§ HOW TO COMPLETE THIS TASK
Go through the entries below and count the lines holding the word "dead". Reply with only the number, please.

Extracted data entries
--- START ---
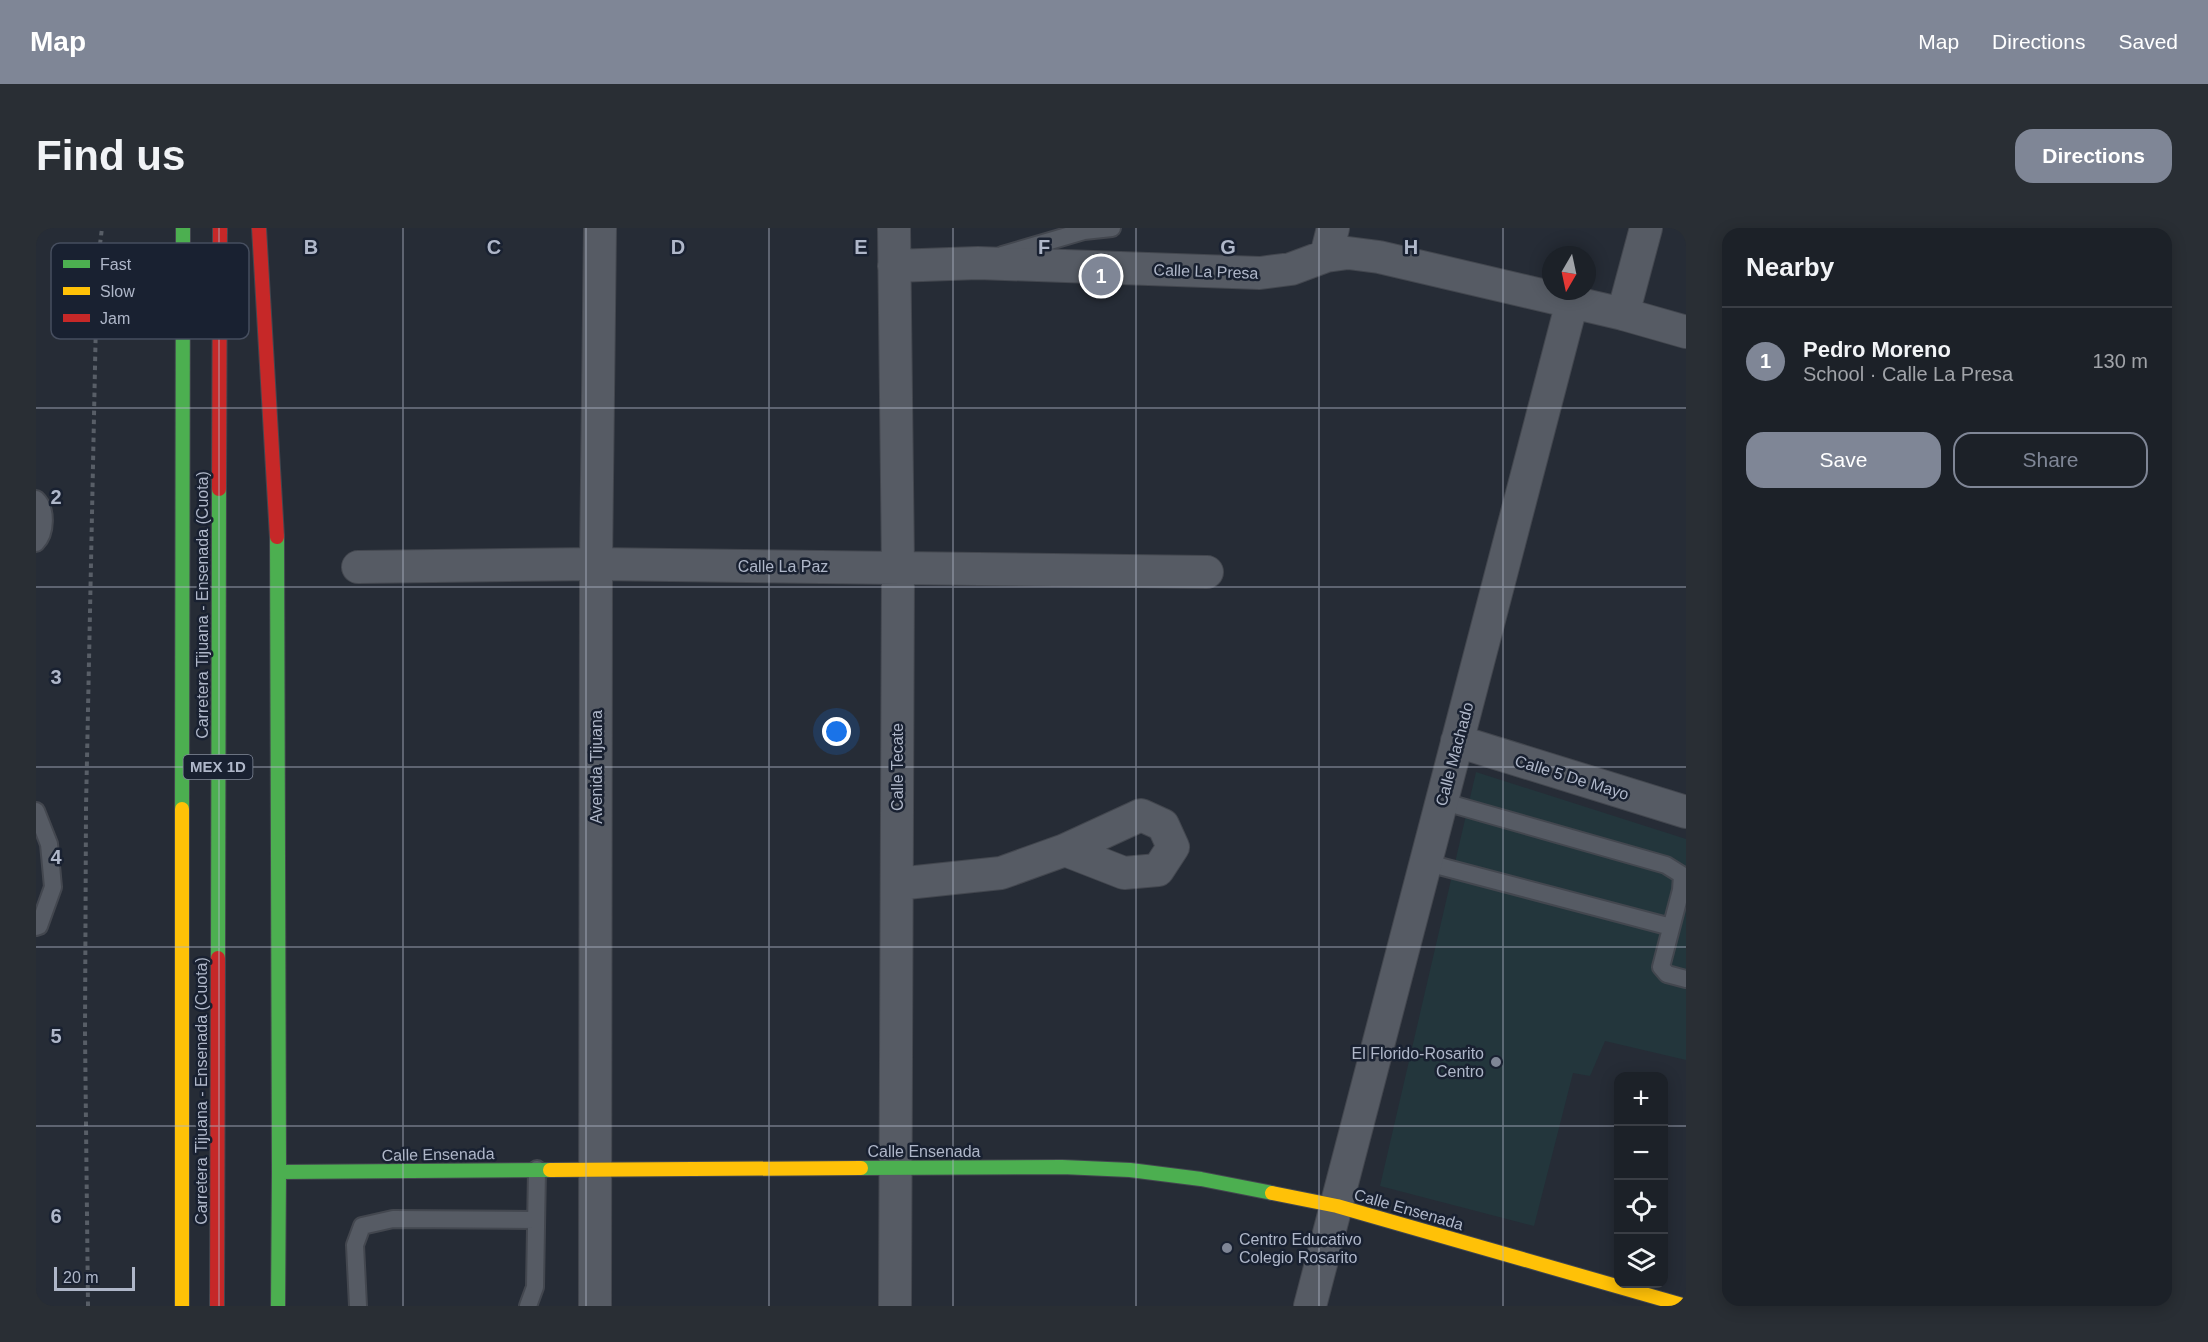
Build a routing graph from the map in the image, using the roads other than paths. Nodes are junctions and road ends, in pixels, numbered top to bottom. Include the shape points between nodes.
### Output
1 (183, 228) edge
2 (220, 228) edge
3 (260, 228) edge
4 (600, 228) edge
5 (894, 228) edge
6 (1112, 228) edge
7 (1646, 228) edge
8 (1330, 242) edge
9 (183, 243) edge
10 (220, 243) edge
11 (978, 263) junction
12 (894, 266) junction
13 (1572, 302) junction
14 (1623, 314) junction
15 (1686, 332) edge
16 (183, 339) edge
17 (220, 339) edge
18 (36, 498) edge
19 (36, 543) edge
20 (596, 564) junction
21 (358, 567) dead end
22 (898, 567) junction
23 (1207, 572) dead end
24 (1457, 741) junction
25 (1441, 801) junction
26 (36, 811) edge
27 (1686, 812) edge
28 (43, 844) edge
29 (1065, 850) dead end
30 (1424, 862) junction
31 (897, 884) junction
32 (44, 887) edge
33 (1677, 917) edge
34 (36, 927) edge
35 (1686, 979) edge
36 (896, 1168) junction
37 (537, 1169) junction
38 (595, 1169) junction
39 (279, 1172) junction
40 (1337, 1206) junction
41 (536, 1220) junction
42 (182, 1306) edge
43 (217, 1306) edge
44 (278, 1306) edge
45 (358, 1306) edge
46 (528, 1306) edge
47 (595, 1306) edge
48 (895, 1306) edge
49 (1310, 1306) edge
50 (1686, 1306) edge

1 - 9 main road, Carretera Tijuana - Ensenada (Cuota) / MEX 1D
2 - 10 main road, Carretera Tijuana - Ensenada (Cuota) / MEX 1D
3 - 39 main road via 278,546
4 - 20 street, Avenida Tijuana
5 - 12 street, Calle Tecate
6 - 11 lane via 1084,231
7 - 14 street
8 - 11 street, Calle La Presa via 1291,269 1260,273
8 - 13 street, Calle La Presa via 1348,253
11 - 12 street, Calle La Presa
12 - 22 street, Calle Tecate
13 - 14 street, Calle La Presa
13 - 24 street, Calle Machado
14 - 15 street, Calle La Presa
16 - 42 main road, Carretera Tijuana - Ensenada (Cuota) / MEX 1D
17 - 43 main road, Carretera Tijuana - Ensenada (Cuota) / MEX 1D
18 - 19 lane via 43,516 43,534
20 - 21 street, Calle La Paz
20 - 22 street, Calle La Paz
20 - 38 street, Avenida Tijuana
22 - 23 street, Calle La Paz
22 - 31 street, Calle Tecate
24 - 25 street, Calle Machado
24 - 27 street, Calle 5 De Mayo
25 - 30 street, Calle Machado
25 - 33 lane via 1666,865 1682,875
26 - 28 lane
28 - 32 lane
29 - 31 street via 1001,873
30 - 33 lane
30 - 40 street, Calle Machado
31 - 36 street, Calle Tecate
32 - 34 lane
33 - 35 lane via 1661,967 1667,974
36 - 38 main road, Calle Ensenada
36 - 40 main road, Calle Ensenada via 1130,1170 1201,1179
36 - 48 street, Calle Tecate
37 - 38 main road, Calle Ensenada
37 - 39 main road, Calle Ensenada
37 - 41 lane
38 - 47 street, Avenida Tijuana
39 - 44 main road
40 - 49 street, Calle Machado
40 - 50 main road, Calle Ensenada
41 - 45 lane via 393,1219 362,1226 355,1245
41 - 46 lane via 535,1287

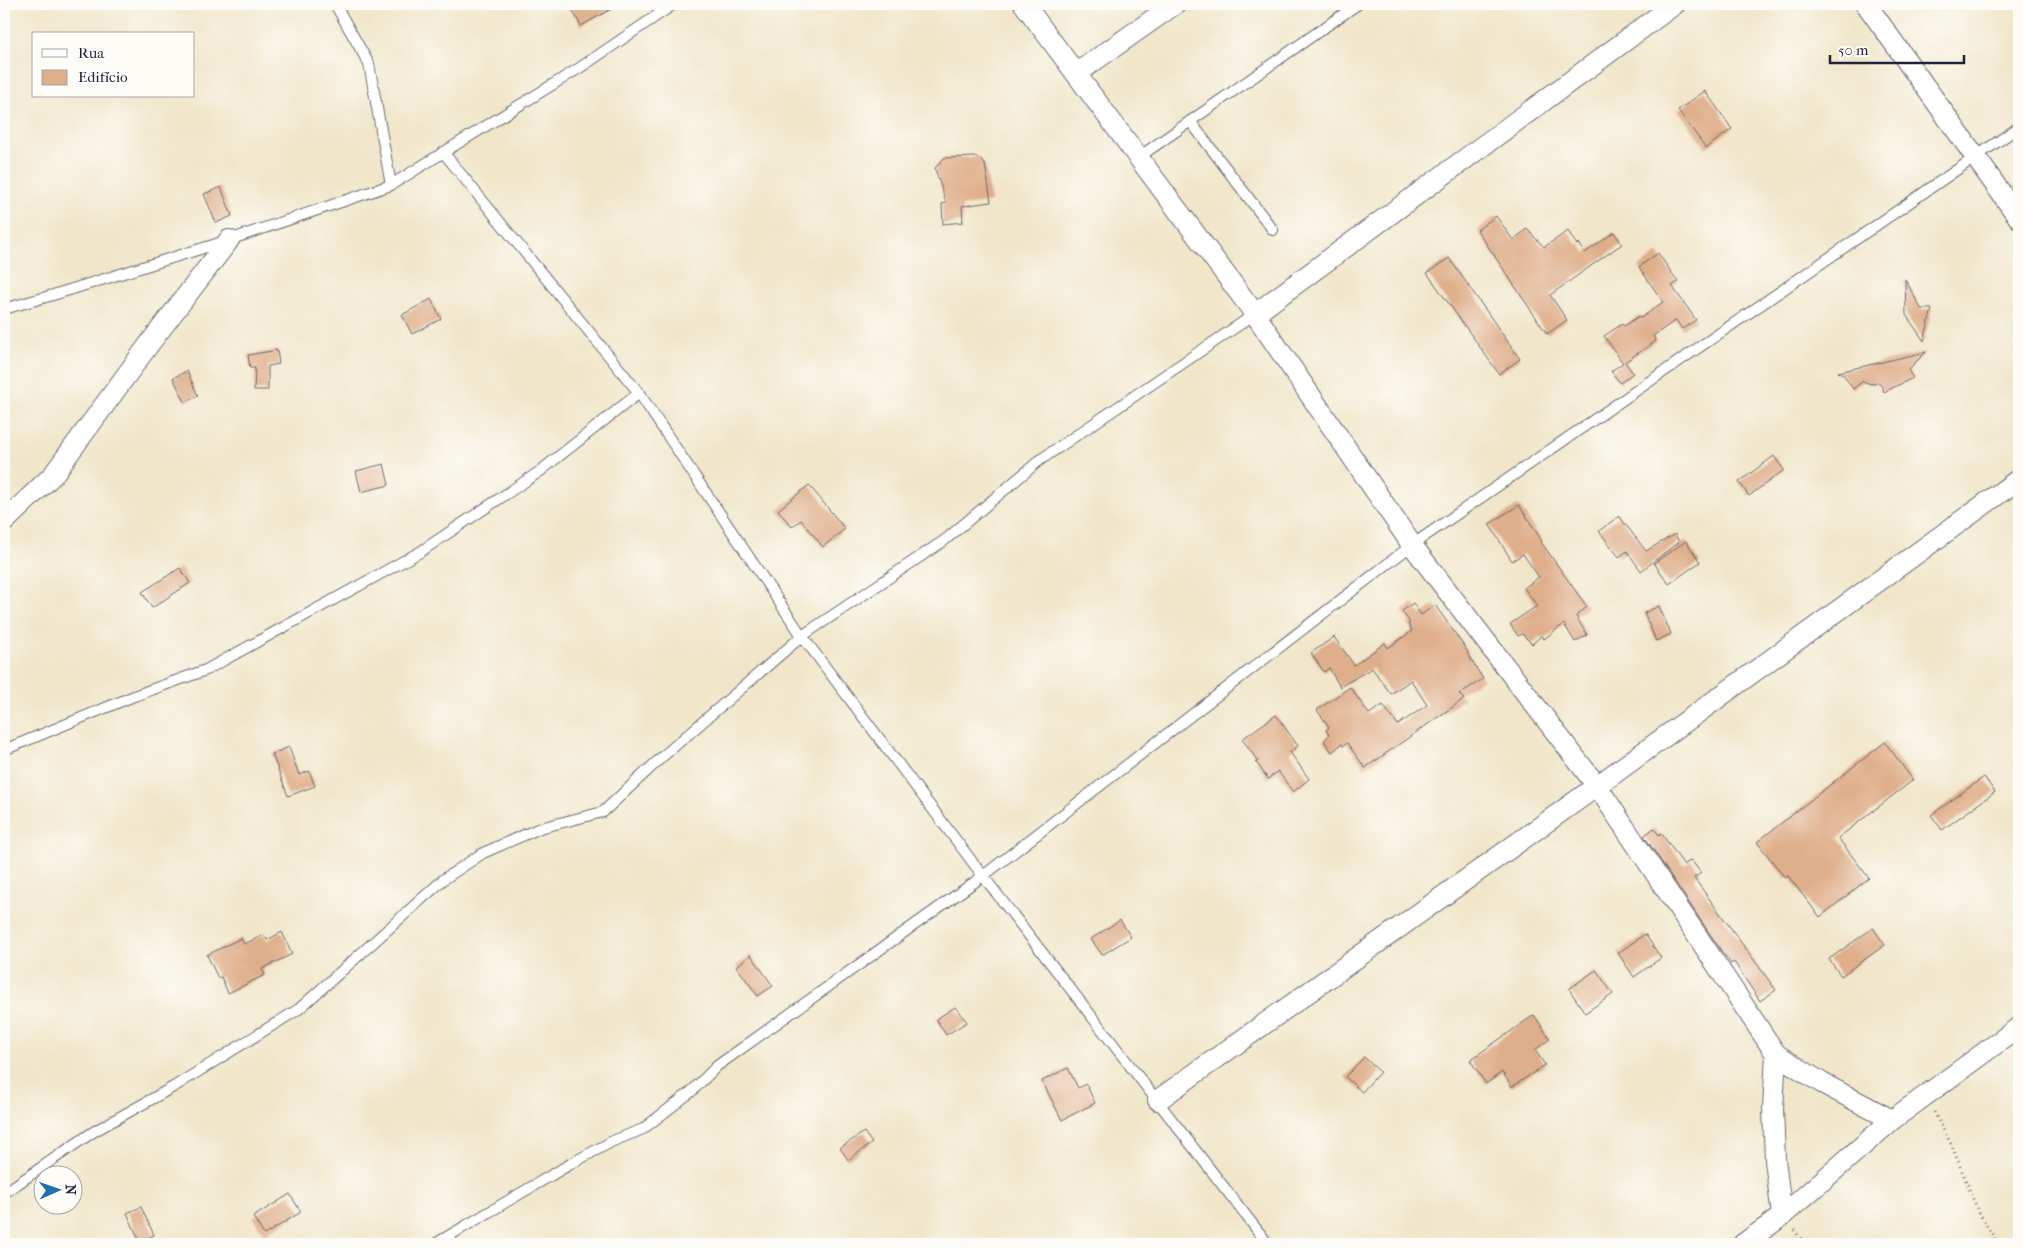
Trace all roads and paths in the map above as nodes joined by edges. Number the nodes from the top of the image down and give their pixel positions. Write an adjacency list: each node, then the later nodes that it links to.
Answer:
1 (335, 4): 14 (lane)
2 (674, 4): 11 (lane)
3 (1024, 4): 8 (street)
4 (1175, 4): 8 (street)
5 (1358, 4): 9 (lane)
6 (1675, 4): 19 (street)
7 (1866, 4): 13 (street)
8 (1076, 73): 12 (street)
9 (1190, 121): 12 (lane); 16 (lane)
10 (2019, 127): 13 (lane)
11 (444, 152): 14 (lane); 20 (lane)
12 (1139, 157): 19 (street)
13 (1977, 158): 15 (street); 23 (lane)
14 (391, 184): 17 (lane)
15 (2019, 218)
16 (1273, 230)
17 (229, 240): 18 (lane); 22 (street)
18 (4, 308)
19 (1255, 314): 23 (street); 24 (lane)
20 (639, 393): 24 (lane); 25 (lane)
21 (2019, 479): 26 (street)
22 (4, 522)
23 (1412, 545): 26 (street); 27 (lane)
24 (802, 636): 27 (lane); 33 (lane)
25 (4, 750)
26 (1597, 786): 29 (street); 31 (street)
27 (984, 876): 31 (lane); 35 (lane)
28 (2019, 1027): 30 (street)
29 (1776, 1054): 32 (street); 34 (street)
30 (1925, 1097): 32 (street); 38 (path)
31 (1158, 1100): 36 (lane)
32 (1892, 1120): 34 (street)
33 (4, 1193)
34 (1782, 1216): 37 (street)
35 (435, 1244)
36 (1268, 1244)
37 (1743, 1244)
38 (1998, 1244)

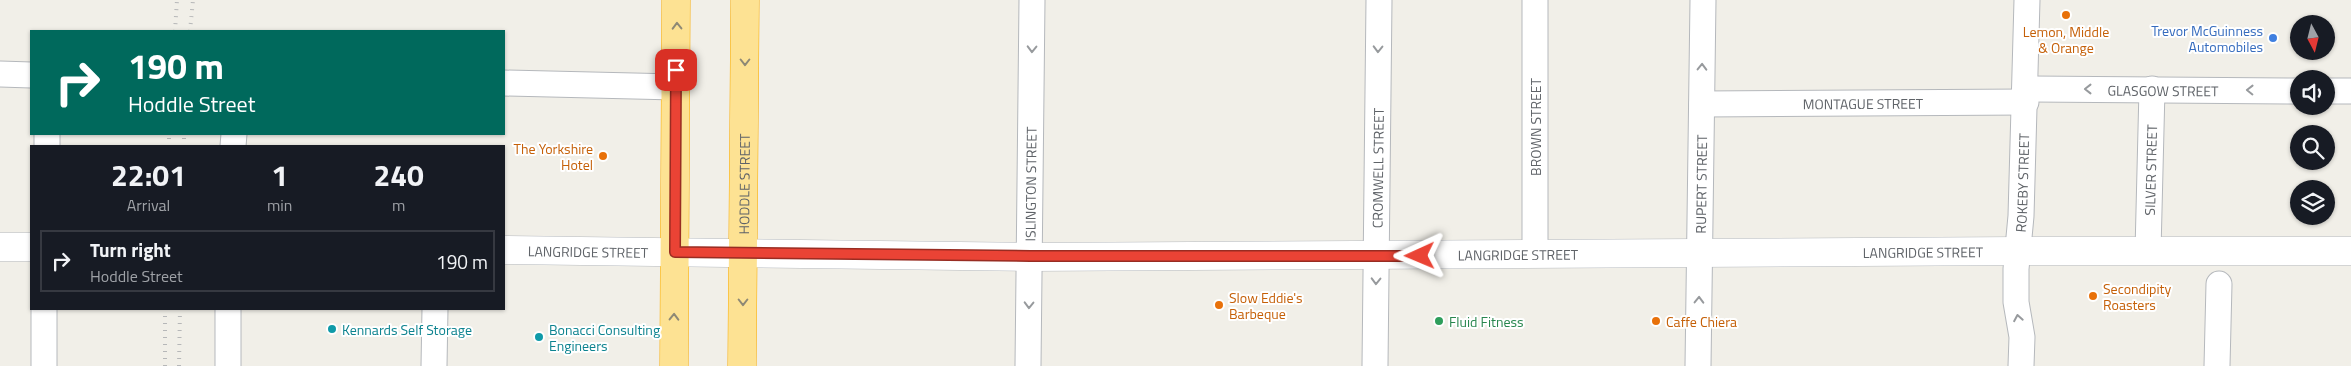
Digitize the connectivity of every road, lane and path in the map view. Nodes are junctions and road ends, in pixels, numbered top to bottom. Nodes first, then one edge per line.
1 (676, 0) edge
2 (745, 0) edge
3 (1032, 0) edge
4 (1379, 0) edge
5 (1535, 0) edge
6 (1703, 0) edge
7 (2027, 0) edge
8 (0, 74) edge
9 (30, 74) edge
10 (505, 83) edge
11 (676, 87) junction
12 (2152, 89) junction
13 (2290, 91) edge
14 (2335, 91) edge
15 (2351, 91) edge
16 (2026, 95) junction
17 (1702, 104) junction
18 (0, 247) edge
19 (30, 247) edge
20 (505, 250) edge
21 (2019, 251) junction
22 (2148, 251) junction
23 (2351, 251) edge
24 (675, 252) junction
25 (1700, 252) junction
26 (743, 253) junction
27 (1535, 254) junction
28 (1030, 256) junction
29 (1376, 256) junction
30 (2219, 284) dead end
31 (44, 310) edge
32 (228, 310) edge
33 (435, 310) edge
34 (44, 366) edge
35 (228, 366) edge
36 (434, 366) edge
37 (674, 366) edge
38 (742, 366) edge
39 (1028, 366) edge
40 (1375, 366) edge
41 (1698, 366) edge
42 (2021, 366) edge
43 (2218, 366) edge

11 -> 1 highway
2 -> 26 highway, HODDLE STREET
3 -> 28 street, ISLINGTON STREET
4 -> 29 street, CROMWELL STREET
5 - 27 street, BROWN STREET
17 -> 6 street, RUPERT STREET
7 - 16 street, ROKEBY STREET
8 - 9 street
10 - 11 street
11 - 24 highway
13 -> 12 street, GLASGOW STREET
12 -> 16 street, GLASGOW STREET
12 - 22 street, SILVER STREET
14 - 15 street
16 - 17 street, MONTAGUE STREET
16 - 21 street, ROKEBY STREET
17 - 25 street, RUPERT STREET
18 - 19 street
20 - 24 street, LANGRIDGE STREET
21 - 22 street, LANGRIDGE STREET
21 - 25 street, LANGRIDGE STREET
42 -> 21 street, ROKEBY STREET
22 - 23 street, LANGRIDGE STREET
24 - 26 street, LANGRIDGE STREET
37 -> 24 highway
25 - 27 street, LANGRIDGE STREET
41 -> 25 street, RUPERT STREET
26 - 28 street, LANGRIDGE STREET
26 -> 38 highway, HODDLE STREET
27 - 29 street, LANGRIDGE STREET
28 - 29 street, LANGRIDGE STREET
28 -> 39 street, ISLINGTON STREET
29 -> 40 street, CROMWELL STREET
30 - 43 street
31 - 34 street
32 - 35 street
33 - 36 street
--- END ---
§ EXERCISE RESPONSE
4